• Raw data
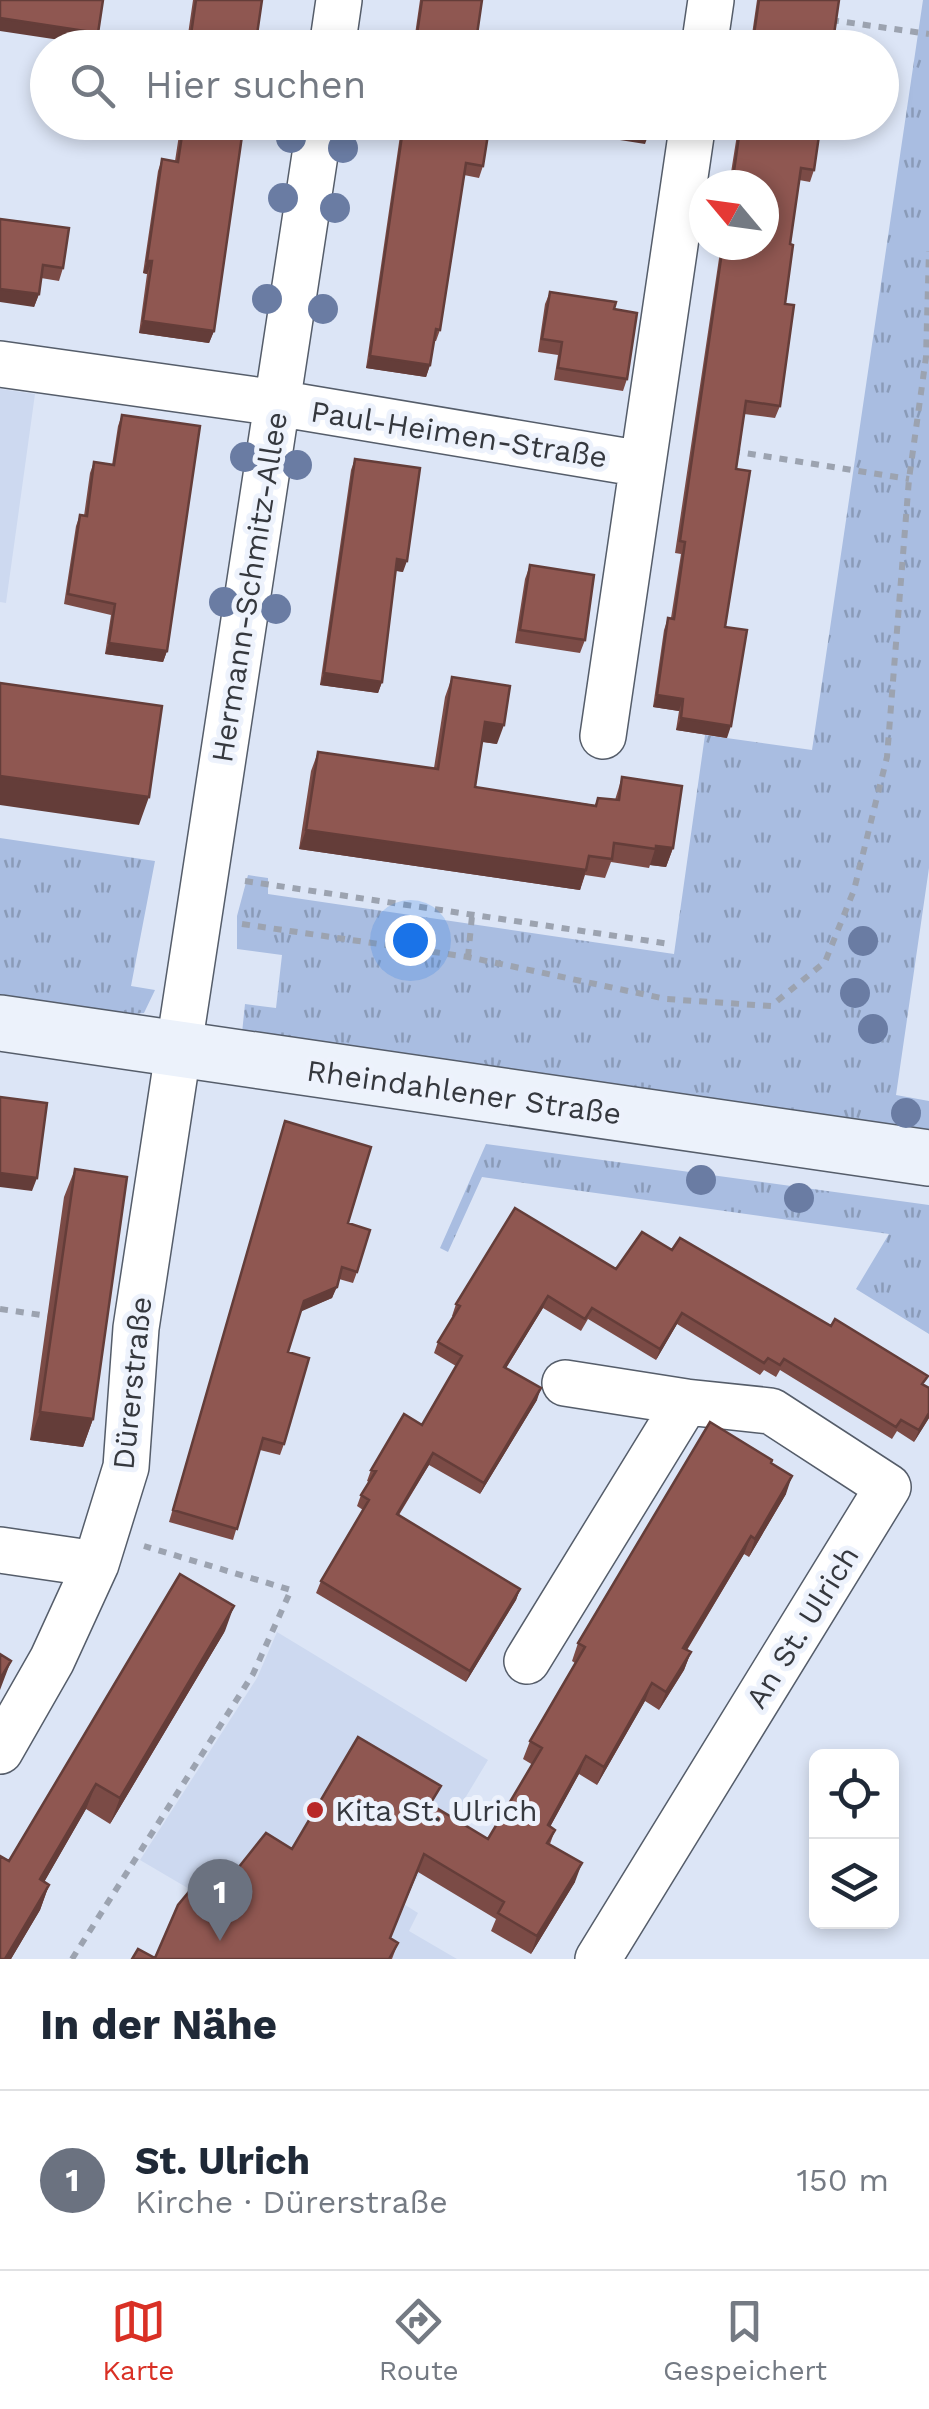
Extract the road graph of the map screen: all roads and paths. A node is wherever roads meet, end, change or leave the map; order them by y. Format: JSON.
{"nodes":[{"id":1,"x":339,"y":0,"type":"edge"},
{"id":2,"x":705,"y":1,"type":"edge"},
{"id":3,"x":821,"y":18,"type":"edge"},
{"id":4,"x":335,"y":30,"type":"edge"},
{"id":5,"x":704,"y":30,"type":"edge"},
{"id":6,"x":929,"y":34,"type":"edge"},
{"id":7,"x":317,"y":140,"type":"edge"},
{"id":8,"x":690,"y":140,"type":"edge"},
{"id":9,"x":929,"y":251,"type":"edge"},
{"id":10,"x":0,"y":364,"type":"edge"},
{"id":11,"x":277,"y":403,"type":"junction"},
{"id":12,"x":723,"y":450,"type":"edge"},
{"id":13,"x":642,"y":464,"type":"junction"},
{"id":14,"x":909,"y":479,"type":"junction"},
{"id":15,"x":603,"y":736,"type":"dead end"},
{"id":16,"x":201,"y":896,"type":"junction"},
{"id":17,"x":472,"y":916,"type":"junction"},
{"id":18,"x":670,"y":944,"type":"dead end"},
{"id":19,"x":468,"y":957,"type":"junction"},
{"id":20,"x":0,"y":1023,"type":"edge"},
{"id":21,"x":180,"y":1051,"type":"junction"},
{"id":22,"x":929,"y":1158,"type":"edge"},
{"id":23,"x":0,"y":1310,"type":"edge"},
{"id":24,"x":58,"y":1318,"type":"edge"},
{"id":25,"x":566,"y":1383,"type":"dead end"},
{"id":26,"x":686,"y":1402,"type":"junction"},
{"id":27,"x":0,"y":1550,"type":"edge"},
{"id":28,"x":96,"y":1564,"type":"junction"},
{"id":29,"x":527,"y":1661,"type":"dead end"},
{"id":30,"x":0,"y":1750,"type":"edge"},
{"id":31,"x":72,"y":1959,"type":"edge"},
{"id":32,"x":598,"y":1959,"type":"edge"}],
"edges":[{"from":1,"to":4,"type":"street"},
{"from":2,"to":5,"type":"street"},
{"from":3,"to":6,"type":"path"},
{"from":7,"to":11,"type":"street","name":"Hermann-Schmitz-Allee"},
{"from":8,"to":13,"type":"street","name":"Paul-Heimen-Straße"},
{"from":9,"to":14,"type":"path"},
{"from":10,"to":11,"type":"street","name":"Paul-Heimen-Straße"},
{"from":11,"to":13,"type":"street","name":"Paul-Heimen-Straße"},
{"from":11,"to":16,"type":"street","name":"Hermann-Schmitz-Allee"},
{"from":12,"to":14,"type":"path"},
{"from":13,"to":15,"type":"street","name":"Paul-Heimen-Straße"},
{"from":14,"to":19,"type":"path"},
{"from":16,"to":17,"type":"path"},
{"from":16,"to":19,"type":"path"},
{"from":16,"to":21,"type":"street","name":"Hermann-Schmitz-Allee"},
{"from":17,"to":18,"type":"path"},
{"from":17,"to":19,"type":"path"},
{"from":20,"to":21,"type":"main road","name":"Rheindahlener Straße"},
{"from":21,"to":22,"type":"main road","name":"Rheindahlener Straße"},
{"from":21,"to":28,"type":"street","name":"Dürerstraße"},
{"from":23,"to":24,"type":"path"},
{"from":25,"to":26,"type":"street","name":"An St. Ulrich"},
{"from":26,"to":29,"type":"street"},
{"from":26,"to":32,"type":"street","name":"An St. Ulrich"},
{"from":27,"to":28,"type":"street"},
{"from":28,"to":30,"type":"street","name":"Dürerstraße"},
{"from":28,"to":31,"type":"path"}]}
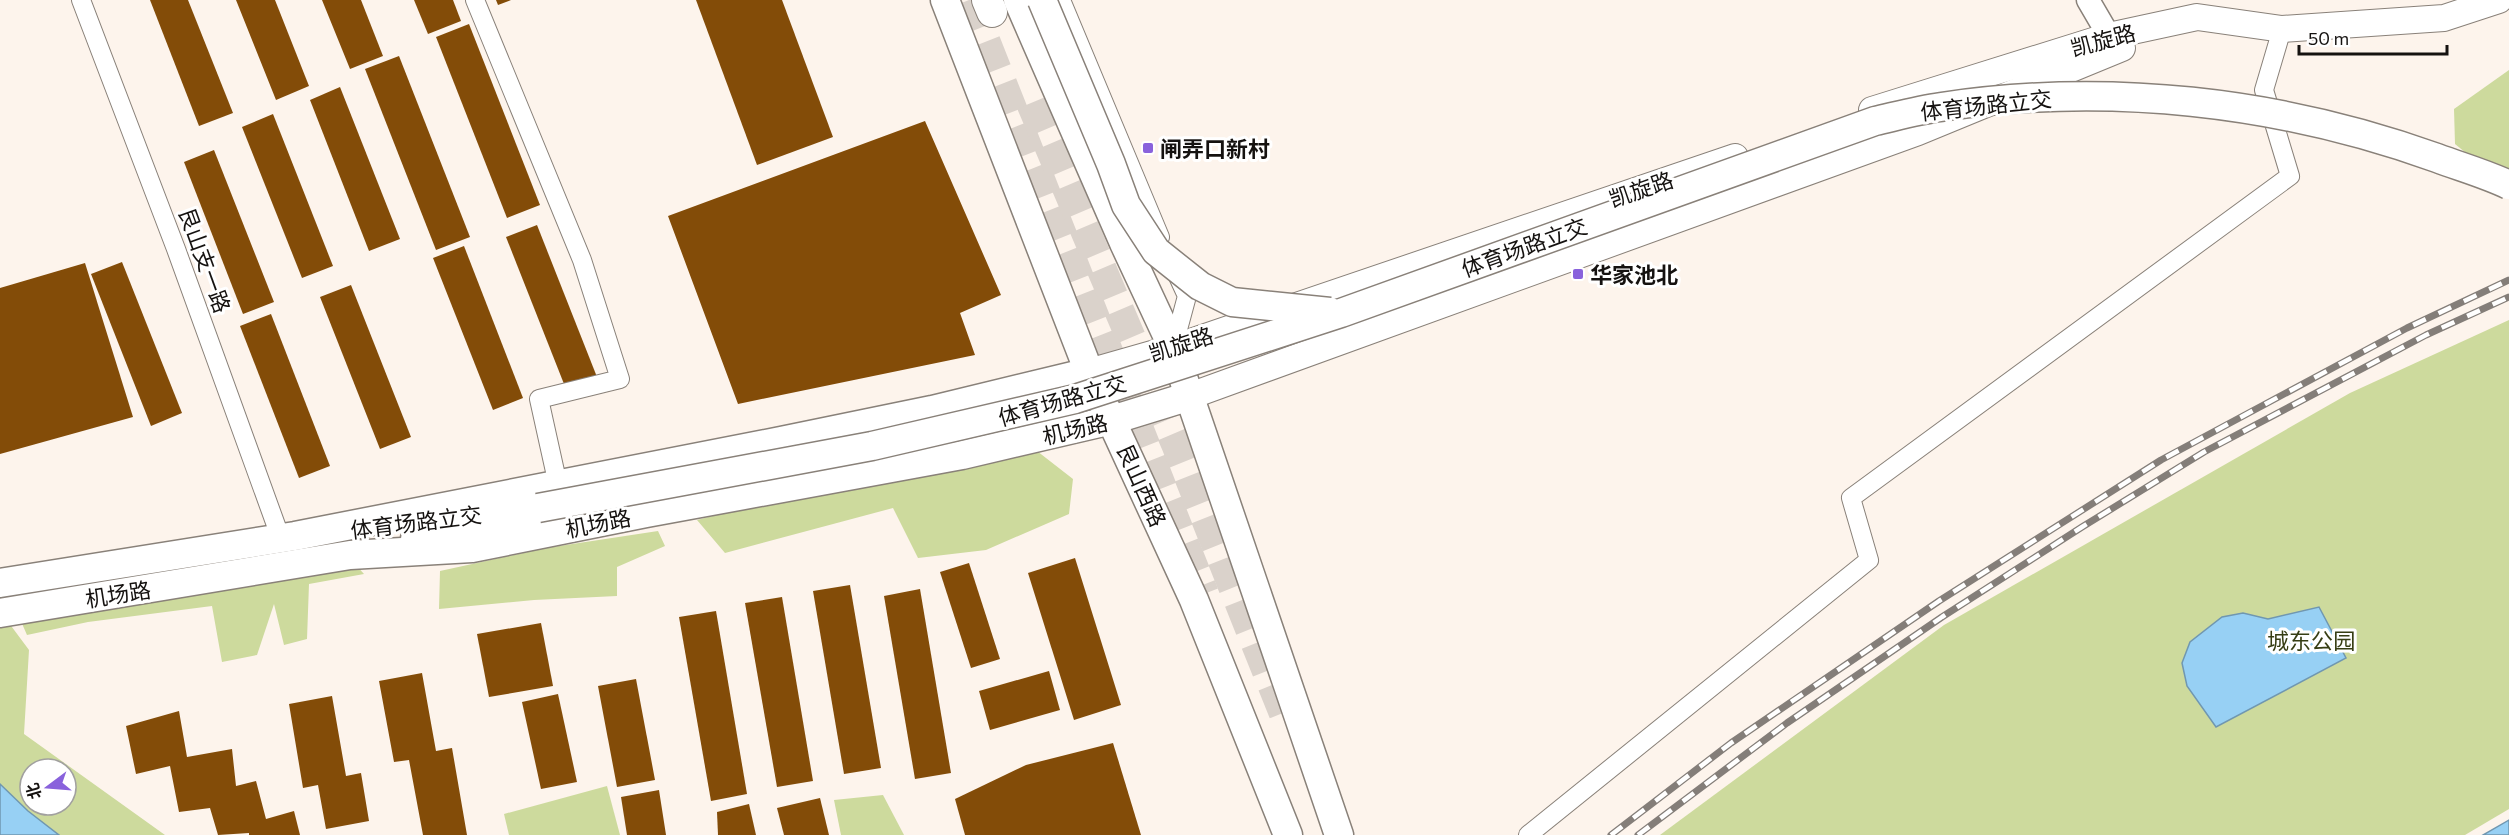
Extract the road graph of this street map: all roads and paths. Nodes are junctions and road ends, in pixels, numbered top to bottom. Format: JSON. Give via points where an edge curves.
{"nodes":[{"id":1,"x":81,"y":0,"type":"edge"},
{"id":2,"x":475,"y":0,"type":"edge"},
{"id":3,"x":945,"y":0,"type":"edge"},
{"id":4,"x":1042,"y":0,"type":"edge"},
{"id":5,"x":1061,"y":0,"type":"edge"},
{"id":6,"x":2088,"y":0,"type":"edge"},
{"id":7,"x":2499,"y":0,"type":"edge"},
{"id":8,"x":999,"y":4,"type":"edge"},
{"id":9,"x":2197,"y":17,"type":"junction"},
{"id":10,"x":2282,"y":29,"type":"junction"},
{"id":11,"x":2109,"y":36,"type":"junction"},
{"id":12,"x":2509,"y":185,"type":"edge"},
{"id":13,"x":1341,"y":313,"type":"junction"},
{"id":14,"x":1173,"y":348,"type":"junction"},
{"id":15,"x":1089,"y":372,"type":"junction"},
{"id":16,"x":1190,"y":396,"type":"junction"},
{"id":17,"x":1112,"y":420,"type":"junction"},
{"id":18,"x":558,"y":485,"type":"junction"},
{"id":19,"x":538,"y":508,"type":"junction"},
{"id":20,"x":288,"y":537,"type":"junction"},
{"id":21,"x":350,"y":555,"type":"junction"},
{"id":22,"x":0,"y":583,"type":"edge"},
{"id":23,"x":0,"y":614,"type":"edge"},
{"id":24,"x":1288,"y":835,"type":"edge"},
{"id":25,"x":1339,"y":835,"type":"edge"},
{"id":26,"x":1528,"y":835,"type":"edge"}],
"edges":[{"from":1,"to":20,"type":"street","name":"艮山支一路"},
{"from":2,"to":18,"type":"street","via":[[582,260],[620,379],[539,399]]},
{"from":3,"to":15,"type":"main road","name":"艮山西路"},
{"from":4,"to":13,"type":"main road","bridge":true,"via":[[1126,205],[1156,251],[1200,286],[1232,302]]},
{"from":5,"to":14,"type":"street","via":[[1150,217],[1187,296]]},
{"from":6,"to":11,"type":"street"},
{"from":7,"to":10,"type":"main road","name":"凯旋路","via":[[2444,18]]},
{"from":8,"to":14,"type":"main road","via":[[1124,243]]},
{"from":9,"to":10,"type":"main road","name":"凯旋路"},
{"from":9,"to":11,"type":"main road","name":"凯旋路"},
{"from":9,"to":16,"type":"main road","name":"凯旋路","via":[[1918,132]]},
{"from":10,"to":26,"type":"street","via":[[2264,90],[2290,176],[1851,498],[1869,560]]},
{"from":11,"to":14,"type":"main road","name":"凯旋路","via":[[1938,88]]},
{"from":12,"to":13,"type":"main road","name":"体育场路立交","bridge":true,"via":[[2380,139],[2303,119],[2211,103],[2097,95],[1940,107],[1875,120]]},
{"from":13,"to":19,"type":"main road","name":"体育场路立交","bridge":true,"via":[[1075,399],[986,421]]},
{"from":14,"to":15,"type":"main road","name":"凯旋路"},
{"from":14,"to":16,"type":"main road"},
{"from":15,"to":17,"type":"main road","name":"艮山西路"},
{"from":15,"to":18,"type":"main road","name":"机场路","via":[[908,415]]},
{"from":16,"to":17,"type":"main road","name":"机场路"},
{"from":16,"to":25,"type":"main road"},
{"from":17,"to":21,"type":"main road","name":"机场路","via":[[962,455],[472,548]]},
{"from":17,"to":24,"type":"main road","name":"艮山西路","via":[[1194,600]]},
{"from":18,"to":20,"type":"main road","name":"机场路"},
{"from":19,"to":20,"type":"main road","name":"体育场路立交"},
{"from":19,"to":21,"type":"main road","name":"体育场路立交"},
{"from":20,"to":22,"type":"main road","name":"机场路"},
{"from":21,"to":23,"type":"main road","name":"机场路"}]}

• About this task
Copy the listing in full and without alteration, omitting every picture.

• Result for this exercise
Extract the road graph of the map screen: all roads and paths. A node is wherever roads meet, end, change or leave the map; order them by y. Format: JSON.
{"nodes":[{"id":1,"x":339,"y":0,"type":"edge"},
{"id":2,"x":705,"y":1,"type":"edge"},
{"id":3,"x":821,"y":18,"type":"edge"},
{"id":4,"x":335,"y":30,"type":"edge"},
{"id":5,"x":704,"y":30,"type":"edge"},
{"id":6,"x":929,"y":34,"type":"edge"},
{"id":7,"x":317,"y":140,"type":"edge"},
{"id":8,"x":690,"y":140,"type":"edge"},
{"id":9,"x":929,"y":251,"type":"edge"},
{"id":10,"x":0,"y":364,"type":"edge"},
{"id":11,"x":277,"y":403,"type":"junction"},
{"id":12,"x":723,"y":450,"type":"edge"},
{"id":13,"x":642,"y":464,"type":"junction"},
{"id":14,"x":909,"y":479,"type":"junction"},
{"id":15,"x":603,"y":736,"type":"dead end"},
{"id":16,"x":201,"y":896,"type":"junction"},
{"id":17,"x":472,"y":916,"type":"junction"},
{"id":18,"x":670,"y":944,"type":"dead end"},
{"id":19,"x":468,"y":957,"type":"junction"},
{"id":20,"x":0,"y":1023,"type":"edge"},
{"id":21,"x":180,"y":1051,"type":"junction"},
{"id":22,"x":929,"y":1158,"type":"edge"},
{"id":23,"x":0,"y":1310,"type":"edge"},
{"id":24,"x":58,"y":1318,"type":"edge"},
{"id":25,"x":566,"y":1383,"type":"dead end"},
{"id":26,"x":686,"y":1402,"type":"junction"},
{"id":27,"x":0,"y":1550,"type":"edge"},
{"id":28,"x":96,"y":1564,"type":"junction"},
{"id":29,"x":527,"y":1661,"type":"dead end"},
{"id":30,"x":0,"y":1750,"type":"edge"},
{"id":31,"x":72,"y":1959,"type":"edge"},
{"id":32,"x":598,"y":1959,"type":"edge"}],
"edges":[{"from":1,"to":4,"type":"street"},
{"from":2,"to":5,"type":"street"},
{"from":3,"to":6,"type":"path"},
{"from":7,"to":11,"type":"street","name":"Hermann-Schmitz-Allee"},
{"from":8,"to":13,"type":"street","name":"Paul-Heimen-Straße"},
{"from":9,"to":14,"type":"path"},
{"from":10,"to":11,"type":"street","name":"Paul-Heimen-Straße"},
{"from":11,"to":13,"type":"street","name":"Paul-Heimen-Straße"},
{"from":11,"to":16,"type":"street","name":"Hermann-Schmitz-Allee"},
{"from":12,"to":14,"type":"path"},
{"from":13,"to":15,"type":"street","name":"Paul-Heimen-Straße"},
{"from":14,"to":19,"type":"path"},
{"from":16,"to":17,"type":"path"},
{"from":16,"to":19,"type":"path"},
{"from":16,"to":21,"type":"street","name":"Hermann-Schmitz-Allee"},
{"from":17,"to":18,"type":"path"},
{"from":17,"to":19,"type":"path"},
{"from":20,"to":21,"type":"main road","name":"Rheindahlener Straße"},
{"from":21,"to":22,"type":"main road","name":"Rheindahlener Straße"},
{"from":21,"to":28,"type":"street","name":"Dürerstraße"},
{"from":23,"to":24,"type":"path"},
{"from":25,"to":26,"type":"street","name":"An St. Ulrich"},
{"from":26,"to":29,"type":"street"},
{"from":26,"to":32,"type":"street","name":"An St. Ulrich"},
{"from":27,"to":28,"type":"street"},
{"from":28,"to":30,"type":"street","name":"Dürerstraße"},
{"from":28,"to":31,"type":"path"}]}
Extract the road graph of this street map: all roads and paths. Nodes are junctions and road ends, in pixels, numbered top to bottom. Format: JSON. Give via points where an edge curves.
{"nodes":[{"id":1,"x":81,"y":0,"type":"edge"},
{"id":2,"x":475,"y":0,"type":"edge"},
{"id":3,"x":945,"y":0,"type":"edge"},
{"id":4,"x":1042,"y":0,"type":"edge"},
{"id":5,"x":1061,"y":0,"type":"edge"},
{"id":6,"x":2088,"y":0,"type":"edge"},
{"id":7,"x":2499,"y":0,"type":"edge"},
{"id":8,"x":999,"y":4,"type":"edge"},
{"id":9,"x":2197,"y":17,"type":"junction"},
{"id":10,"x":2282,"y":29,"type":"junction"},
{"id":11,"x":2109,"y":36,"type":"junction"},
{"id":12,"x":2509,"y":185,"type":"edge"},
{"id":13,"x":1341,"y":313,"type":"junction"},
{"id":14,"x":1173,"y":348,"type":"junction"},
{"id":15,"x":1089,"y":372,"type":"junction"},
{"id":16,"x":1190,"y":396,"type":"junction"},
{"id":17,"x":1112,"y":420,"type":"junction"},
{"id":18,"x":558,"y":485,"type":"junction"},
{"id":19,"x":538,"y":508,"type":"junction"},
{"id":20,"x":288,"y":537,"type":"junction"},
{"id":21,"x":350,"y":555,"type":"junction"},
{"id":22,"x":0,"y":583,"type":"edge"},
{"id":23,"x":0,"y":614,"type":"edge"},
{"id":24,"x":1288,"y":835,"type":"edge"},
{"id":25,"x":1339,"y":835,"type":"edge"},
{"id":26,"x":1528,"y":835,"type":"edge"}],
"edges":[{"from":1,"to":20,"type":"street","name":"艮山支一路"},
{"from":2,"to":18,"type":"street","via":[[582,260],[620,379],[539,399]]},
{"from":3,"to":15,"type":"main road","name":"艮山西路"},
{"from":4,"to":13,"type":"main road","bridge":true,"via":[[1126,205],[1156,251],[1200,286],[1232,302]]},
{"from":5,"to":14,"type":"street","via":[[1150,217],[1187,296]]},
{"from":6,"to":11,"type":"street"},
{"from":7,"to":10,"type":"main road","name":"凯旋路","via":[[2444,18]]},
{"from":8,"to":14,"type":"main road","via":[[1124,243]]},
{"from":9,"to":10,"type":"main road","name":"凯旋路"},
{"from":9,"to":11,"type":"main road","name":"凯旋路"},
{"from":9,"to":16,"type":"main road","name":"凯旋路","via":[[1918,132]]},
{"from":10,"to":26,"type":"street","via":[[2264,90],[2290,176],[1851,498],[1869,560]]},
{"from":11,"to":14,"type":"main road","name":"凯旋路","via":[[1938,88]]},
{"from":12,"to":13,"type":"main road","name":"体育场路立交","bridge":true,"via":[[2380,139],[2303,119],[2211,103],[2097,95],[1940,107],[1875,120]]},
{"from":13,"to":19,"type":"main road","name":"体育场路立交","bridge":true,"via":[[1075,399],[986,421]]},
{"from":14,"to":15,"type":"main road","name":"凯旋路"},
{"from":14,"to":16,"type":"main road"},
{"from":15,"to":17,"type":"main road","name":"艮山西路"},
{"from":15,"to":18,"type":"main road","name":"机场路","via":[[908,415]]},
{"from":16,"to":17,"type":"main road","name":"机场路"},
{"from":16,"to":25,"type":"main road"},
{"from":17,"to":21,"type":"main road","name":"机场路","via":[[962,455],[472,548]]},
{"from":17,"to":24,"type":"main road","name":"艮山西路","via":[[1194,600]]},
{"from":18,"to":20,"type":"main road","name":"机场路"},
{"from":19,"to":20,"type":"main road","name":"体育场路立交"},
{"from":19,"to":21,"type":"main road","name":"体育场路立交"},
{"from":20,"to":22,"type":"main road","name":"机场路"},
{"from":21,"to":23,"type":"main road","name":"机场路"}]}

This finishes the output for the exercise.